Pausanias is the next speaker included in Apollodorus's narrative. His approach to the topic is very different from Phaedrus's: to begin with, he insists on "defining which kind of love we have to praise." Love, he proposes, can be divided into two kinds: the "common" kind, which ordinary people experience, and the "celestial" kind, which is finer and more ennobling. For Pausanias, heterosexual love is always "common," but homoerotic love can be either "common" or "celestial" depending on the intentions of those involved. The most sublime kind of love, Pausanias argues, arises when lovers are attracted to each other's brilliant minds and virtuous characters, not just to what is physically beautiful.

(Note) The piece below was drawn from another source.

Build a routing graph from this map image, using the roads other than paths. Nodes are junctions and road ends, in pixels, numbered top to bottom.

The remainder of Pausanias's speech is devoted specifically to what the Greeks called paiderastia—a romantic, often sexual relationship between an older and a younger (typically teenage) male. This form of relationship, as Pausanias points out, is viewed as acceptable in Athens, though a complicated set of customs surrounds it. In other places, however, such relationships are frowned upon or even banned. Since the laws and customs surrounding paiderastia vary from place to place, Pausanias proceeds to inquire as to whether it can be considered ethical or moral. He suggests it can, but only if the older man is committed to his young partner's education and not merely trying to take advantage of him.

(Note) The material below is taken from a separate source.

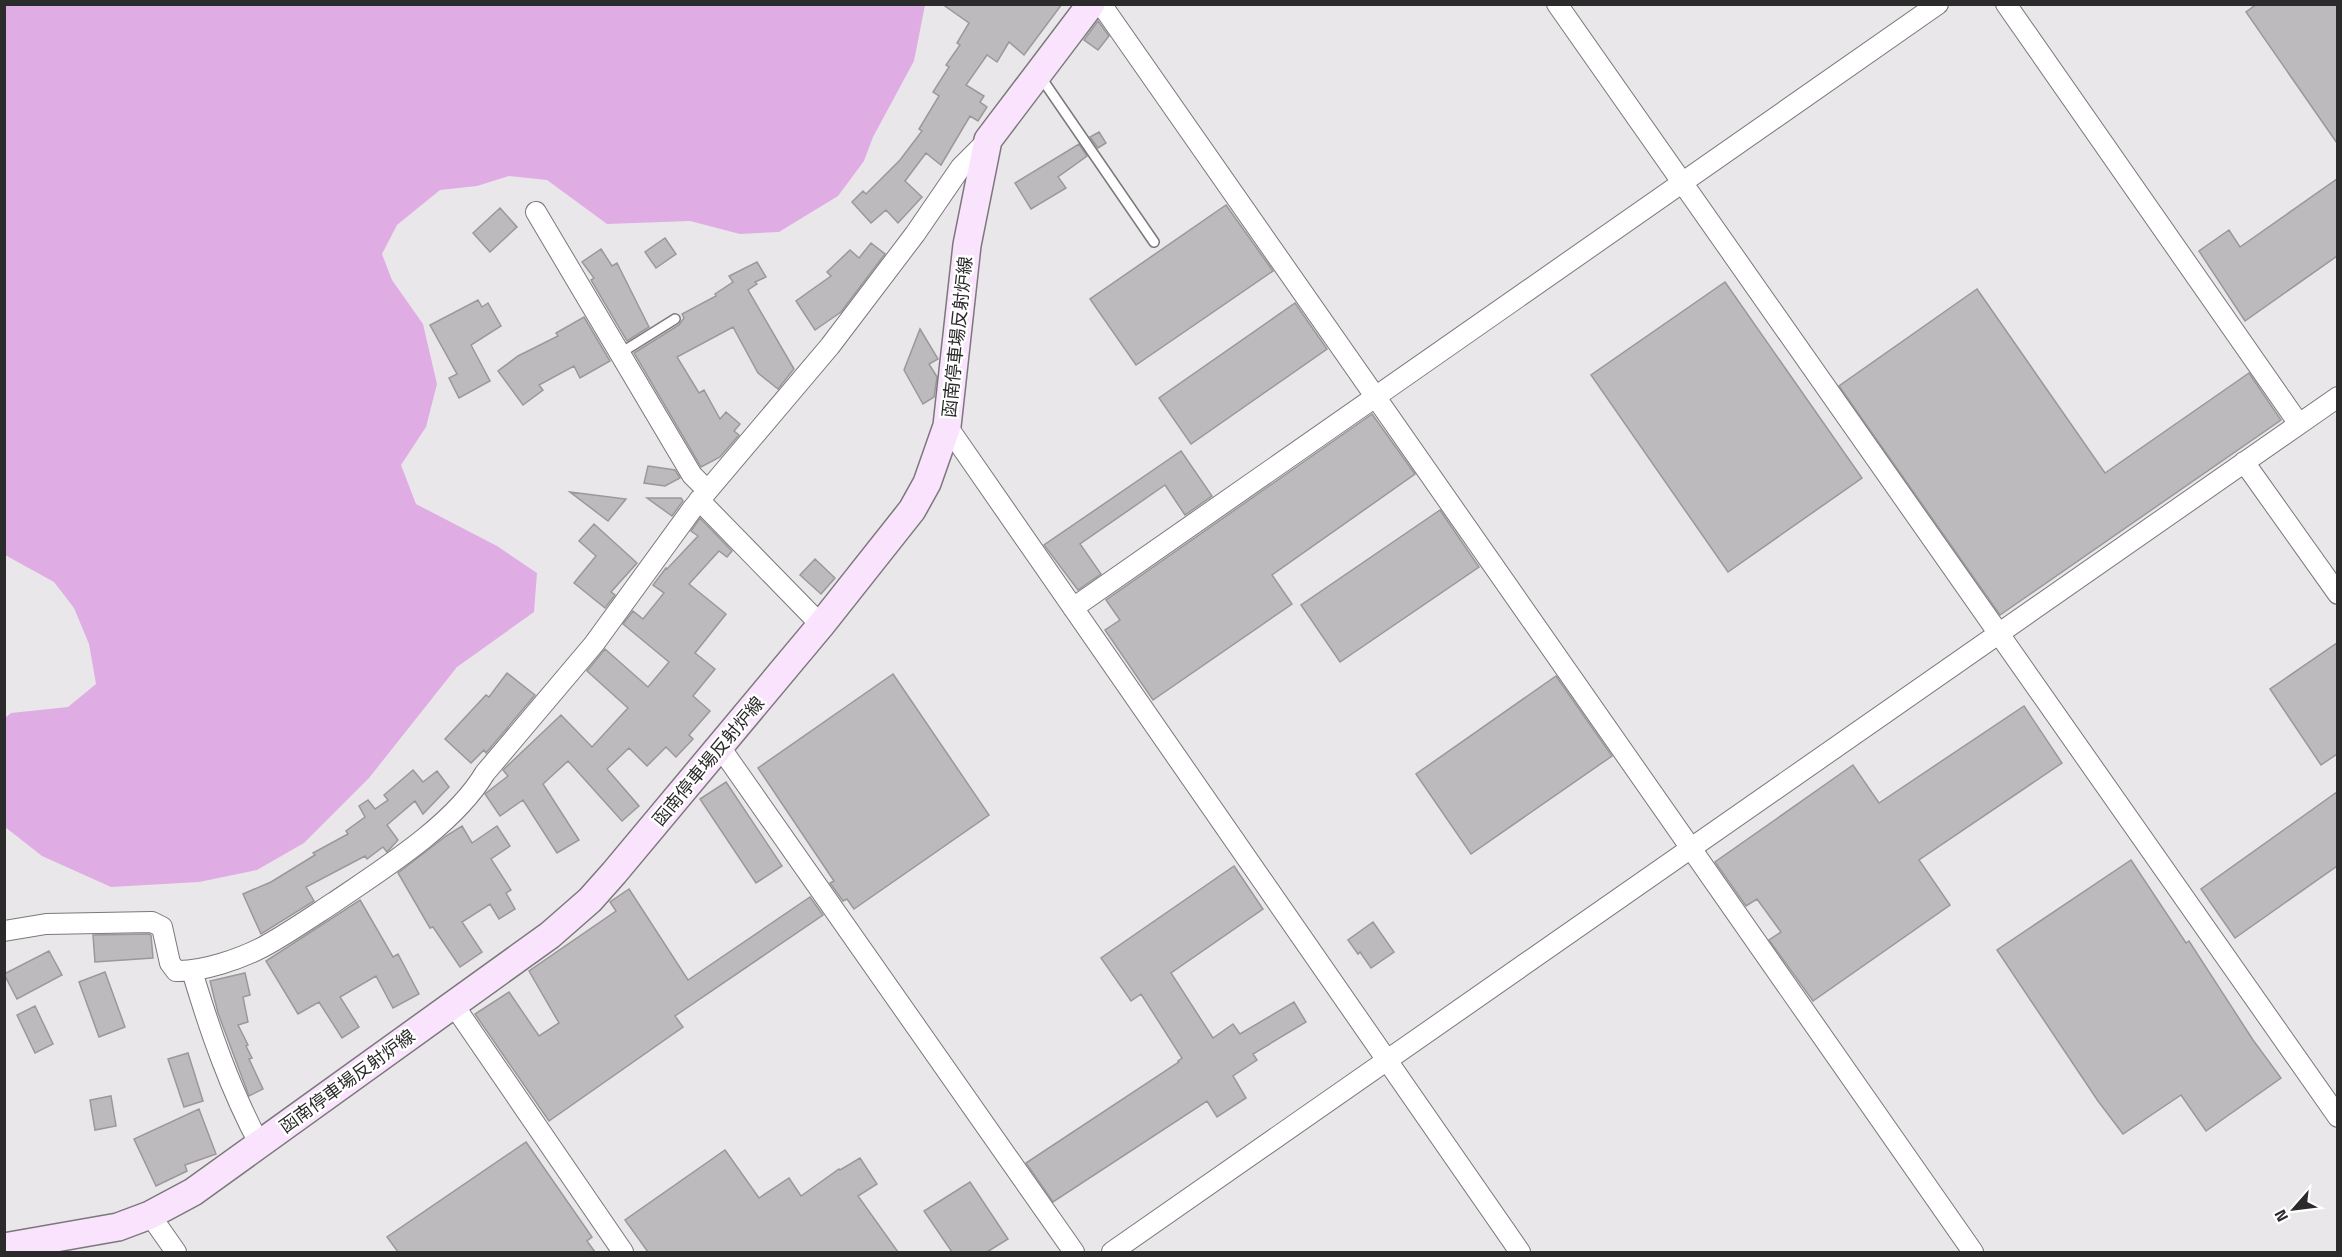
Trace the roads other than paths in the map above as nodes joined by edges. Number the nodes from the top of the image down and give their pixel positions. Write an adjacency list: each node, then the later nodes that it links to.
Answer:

Of all the participants in the Symposium, Pausanias is the most outspoken in favor of homoerotic love—including paiderastia—and the most dismissive of heterosexuality. In themselves, these attitudes are not unusual for an aristocratic Athenian male of this period. Pausanias's speech does, however, gesture at some of the sexist assumptions that undergirded Classical Greek homoeroticism. For him, evidently, it is unthinkable that a man might be intellectually and spiritually—rather than just physically—attracted to a woman.

Sexism, however, was not just an attitude held by elite Athenian men: it was enshrined in the laws and customs of the city, as classicist Jørgen Christian Meyer points out in his 2004 essay "Women in Classical Athens." Athenian women of this era, he observes, were married off by their parents at an early age. Then, as wives, they were forced to tend their husbands' households and forbidden to leave the house unescorted; some upper-class homes even had separate "women's quarters" known as the gynaikonitis. Under these strict conditions women could appear at symposia as servants or entertainers, but never as guests.

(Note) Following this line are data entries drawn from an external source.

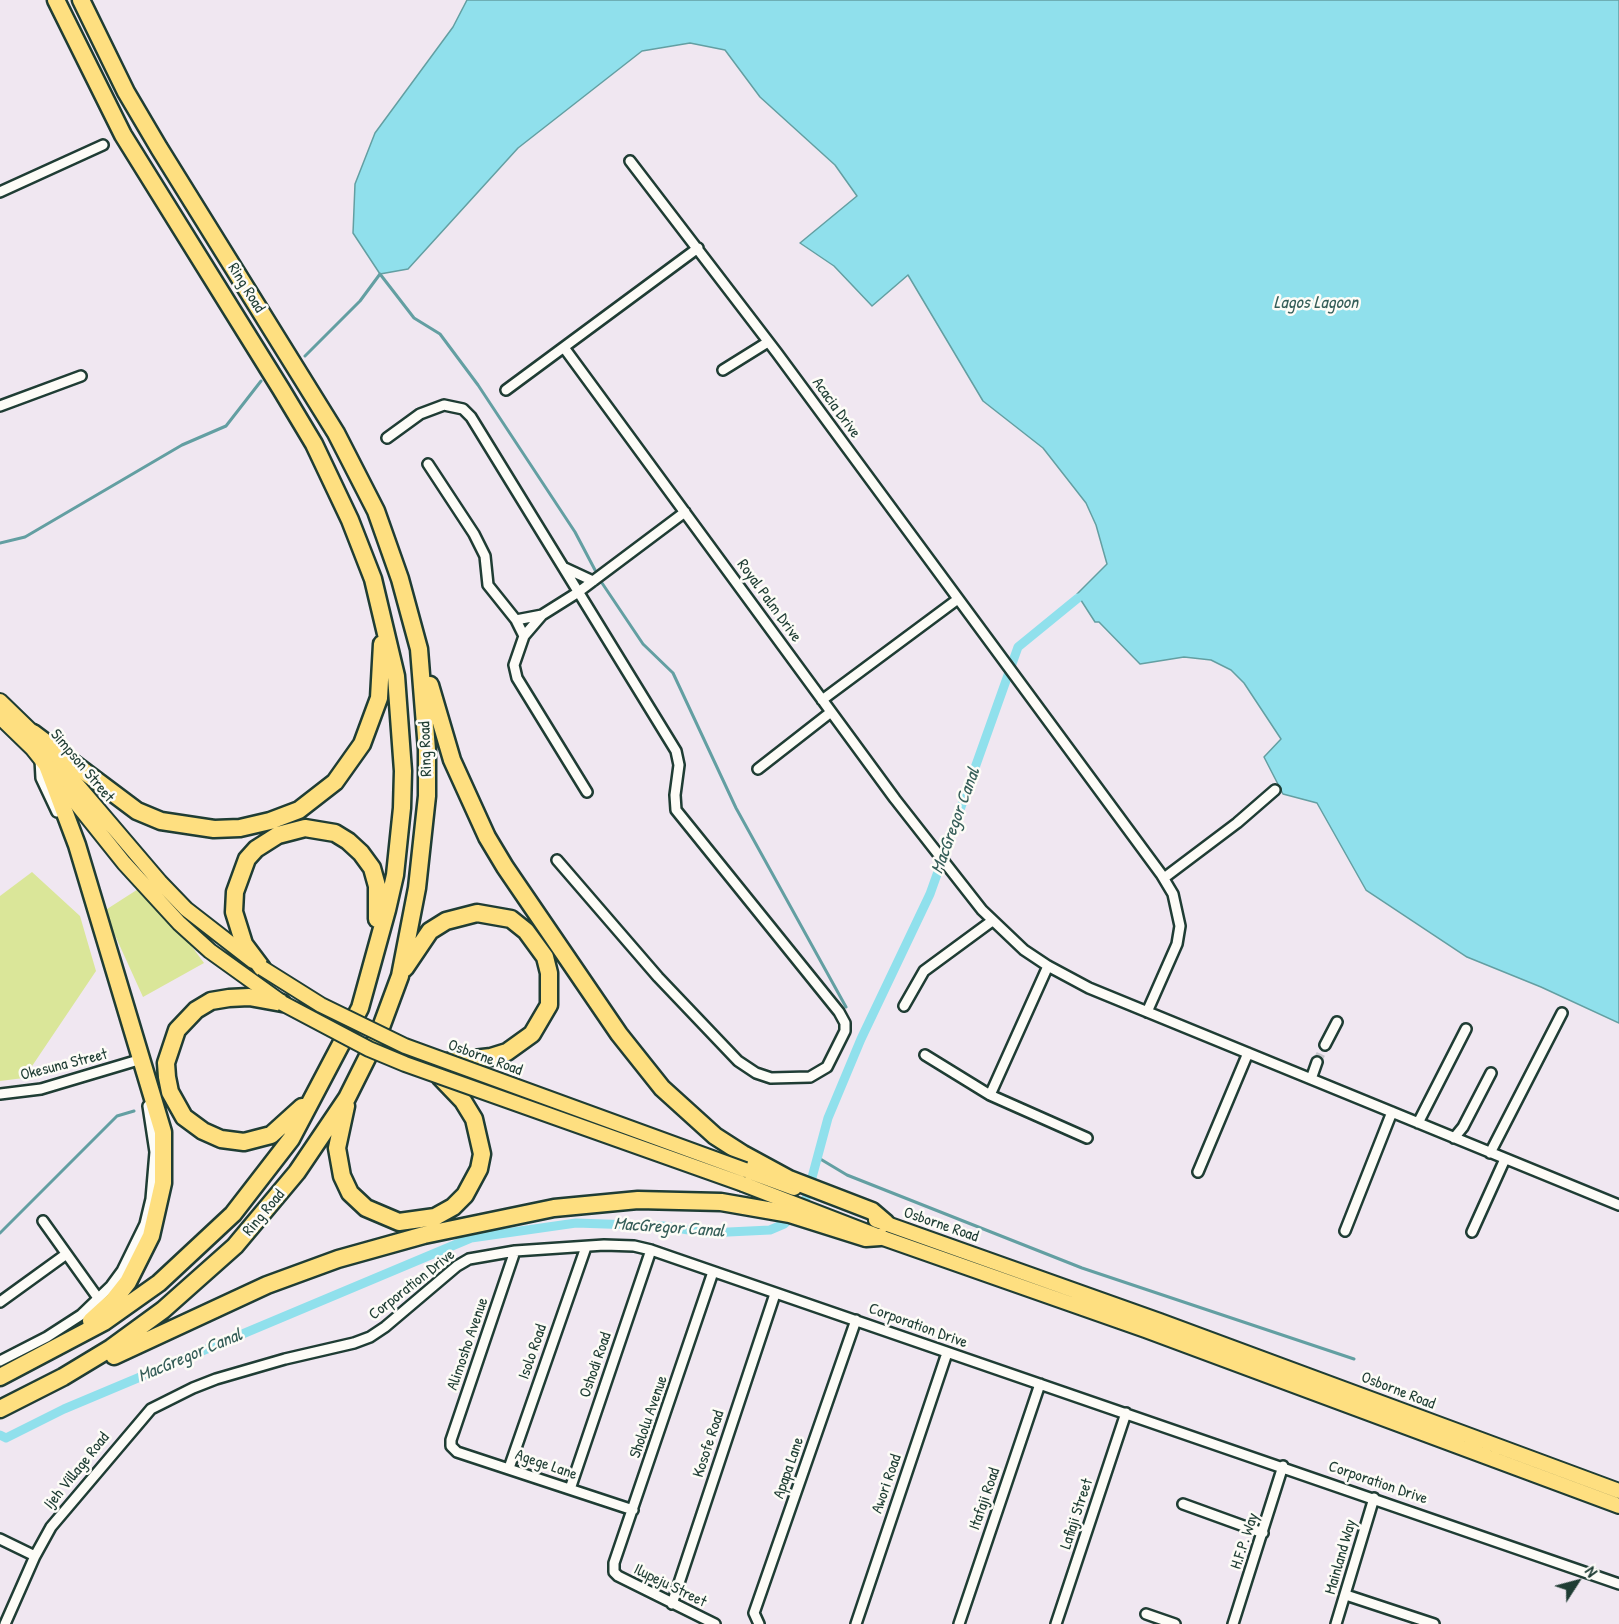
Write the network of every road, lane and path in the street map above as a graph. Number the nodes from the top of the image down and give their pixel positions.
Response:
1 (56, 0) edge
2 (81, 0) edge
3 (103, 145) dead end
4 (630, 160) dead end
5 (0, 192) edge
6 (698, 248) junction
7 (768, 342) junction
8 (565, 349) junction
9 (723, 370) dead end
10 (81, 376) dead end
11 (506, 390) dead end
12 (0, 406) edge
13 (387, 438) dead end
14 (428, 464) dead end
15 (685, 512) junction
16 (565, 568) junction
17 (593, 581) junction
18 (577, 593) junction
19 (958, 599) junction
20 (382, 610) junction
21 (542, 615) junction
22 (516, 620) junction
23 (524, 636) junction
24 (419, 649) junction
25 (822, 700) junction
26 (0, 701) edge
27 (831, 712) junction
28 (0, 717) edge
29 (33, 733) junction
30 (44, 764) junction
31 (758, 770) dead end
32 (1275, 790) dead end
33 (587, 792) dead end
34 (130, 859) junction
35 (557, 860) dead end
36 (1164, 878) junction
37 (992, 921) junction
38 (376, 952) junction
39 (1048, 966) junction
40 (262, 968) junction
41 (400, 976) junction
42 (282, 1003) junction
43 (904, 1006) dead end
44 (1148, 1012) junction
45 (1562, 1013) dead end
46 (1337, 1022) dead end
47 (1466, 1029) dead end
48 (1325, 1046) tunnel mouth
49 (1248, 1053) junction
50 (925, 1055) dead end
51 (135, 1061) junction
52 (1317, 1062) tunnel mouth
53 (443, 1069) junction
54 (1491, 1072) dead end
55 (1311, 1079) junction
56 (316, 1091) junction
57 (0, 1094) edge
58 (990, 1095) junction
59 (347, 1098) junction
60 (1392, 1112) junction
61 (1418, 1123) junction
62 (1087, 1138) dead end
63 (1454, 1138) junction
64 (1490, 1153) junction
65 (1505, 1159) junction
66 (1198, 1172) dead end
67 (784, 1194) junction
68 (1619, 1205) edge
69 (826, 1208) junction
70 (43, 1221) dead end
71 (883, 1230) junction
72 (1345, 1231) dead end
73 (1472, 1232) dead end
74 (586, 1247) junction
75 (651, 1250) junction
76 (515, 1251) junction
77 (65, 1255) junction
78 (713, 1272) junction
79 (775, 1294) junction
80 (98, 1298) junction
81 (0, 1302) edge
82 (856, 1320) junction
83 (59, 1346) junction
84 (947, 1353) junction
85 (5, 1369) edge
86 (63, 1377) junction
87 (216, 1379) joint
88 (1040, 1384) junction
89 (0, 1409) edge
90 (1126, 1413) junction
91 (452, 1446) joint
92 (1283, 1466) junction
93 (509, 1468) junction
94 (570, 1489) junction
95 (1619, 1491) edge
96 (1374, 1498) junction
97 (1183, 1504) dead end
98 (1619, 1506) edge
99 (633, 1510) junction
100 (1263, 1533) junction
101 (0, 1539) edge
102 (34, 1556) junction
103 (614, 1572) joint
104 (1619, 1584) edge
105 (1346, 1595) junction
106 (672, 1604) junction
107 (1146, 1614) dead end
108 (5, 1624) edge
109 (715, 1624) edge
110 (759, 1624) edge
111 (856, 1624) edge
112 (959, 1624) edge
113 (1056, 1624) edge
114 (1174, 1624) edge
115 (1233, 1624) edge
116 (1336, 1624) edge
117 (1434, 1624) edge

1 - 20 highway, Ring Road
2 - 24 highway, Ring Road
3 - 5 street
4 - 6 street, Acacia Drive
6 - 7 street, Acacia Drive
6 - 8 street
7 - 9 street
7 - 19 street, Acacia Drive
8 - 11 street
8 - 15 street, Royal Palm Drive
10 - 12 street
13 - 16 street
14 - 22 street
15 - 17 street
15 - 25 street, Royal Palm Drive
16 - 17 street
16 - 18 street
17 - 18 street
18 - 21 street
18 - 35 street
19 - 25 street
19 - 36 street, Acacia Drive
20 - 29 highway
20 - 38 highway, Ring Road
21 - 22 street
21 - 23 street
22 - 23 street
23 - 33 street
24 - 41 highway, Ring Road
24 - 67 highway
25 - 27 street, Royal Palm Drive
26 - 29 main road, Simpson Street
27 - 31 street
27 - 37 street, Royal Palm Drive
28 - 30 main road
29 - 34 main road, Simpson Street
30 - 34 main road
30 - 51 street
30 - 83 highway
32 - 36 street
34 - 40 main road, Osborne Road
34 - 42 main road, Osborne Road
36 - 44 street, Acacia Drive
37 - 39 street, Royal Palm Drive
37 - 43 street
38 - 40 highway
38 - 56 highway, Ring Road
39 - 44 street, Royal Palm Drive
39 - 58 street
40 - 53 main road, Osborne Road, bridge
41 - 53 highway
41 - 59 highway, Ring Road
42 - 53 main road, Osborne Road, bridge
42 - 56 highway
44 - 49 street, Royal Palm Drive
45 - 64 street
46 - 48 street
47 - 61 street
49 - 55 street, Royal Palm Drive
49 - 66 street
50 - 58 street
51 - 57 street, Okesuna Street
51 - 80 street
52 - 55 street
53 - 59 highway
53 - 67 main road, Osborne Road, bridge
53 - 67 main road, Osborne Road, bridge
54 - 63 street
55 - 60 street, Royal Palm Drive
56 - 83 highway, Ring Road
58 - 62 street
59 - 86 highway, Ring Road
60 - 61 street, Royal Palm Drive
60 - 72 street
61 - 63 street, Royal Palm Drive
63 - 64 street, Royal Palm Drive
64 - 65 street, Royal Palm Drive
65 - 68 street, Royal Palm Drive
65 - 73 street
67 - 69 highway
67 - 69 highway
67 - 86 highway
69 - 71 highway
69 - 71 highway
70 - 77 street
71 - 95 main road, Osborne Road
71 - 98 main road, Osborne Road
74 - 75 street, Corporation Drive
74 - 76 street, Corporation Drive
74 - 93 street, Isolo Road
75 - 78 street, Corporation Drive
75 - 94 street, Oshodi Road
76 - 87 street, Corporation Drive
76 - 91 street, Alimosho Avenue
77 - 80 street
77 - 81 street
78 - 79 street, Corporation Drive
78 - 99 street, Shololu Avenue
79 - 82 street, Corporation Drive
79 - 106 street, Kosofe Road
80 - 85 street
82 - 84 street, Corporation Drive
82 - 110 street, Apapa Lane
83 - 85 highway, Ring Road
84 - 88 street, Corporation Drive
84 - 111 street, Awori Road
86 - 89 highway, Ring Road
87 - 102 street, Ijeh Village Road
88 - 90 street, Corporation Drive
88 - 112 street, Itafaji Road
90 - 92 street, Corporation Drive
90 - 113 street, Lafiaji Street
91 - 93 street, Agege Lane
92 - 96 street, Corporation Drive
92 - 100 street, H.F.P. Way
93 - 94 street, Agege Lane
94 - 99 street, Agege Lane
96 - 104 street, Corporation Drive
96 - 105 street, Mainland Way
97 - 100 street
99 - 103 street, Shololu Avenue
100 - 115 street, H.F.P. Way
101 - 102 street
102 - 108 street, Ijeh Village Road
103 - 106 street, Ilupeju Street
105 - 116 street, Mainland Way
105 - 117 street
106 - 109 street, Ilupeju Street
107 - 114 street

To a modern reader, Pausanias's view of women as "common" reflects a deeply entrenched cultural bias. Pausanias himself, however, defends his dismissal of women by appealing to mythology. Love (i.e., Eros), as he points out, has two different origin stories, each corresponding to a different myth about his mother, Aphrodite. In one version of the story, Aphrodite has a father (Uranus) but no mother; this, in Pausanias's scheme, is the Aphrodite associated with "celestial" love, who is entirely male. The "common" Aphrodite, in contrast, has both a mother (Dione) and a father (Zeus); thus, her offspring is therefore partly male and partly female. This female element, Pausanias argues, is what accounts for the rashness and immaturity of "common" love, as well as its tendency toward heterosexual bonds. In his own later speech, Socrates will implicitly challenge this sexist view by presenting a priestess, Diotima, as his philosophical mentor and guide.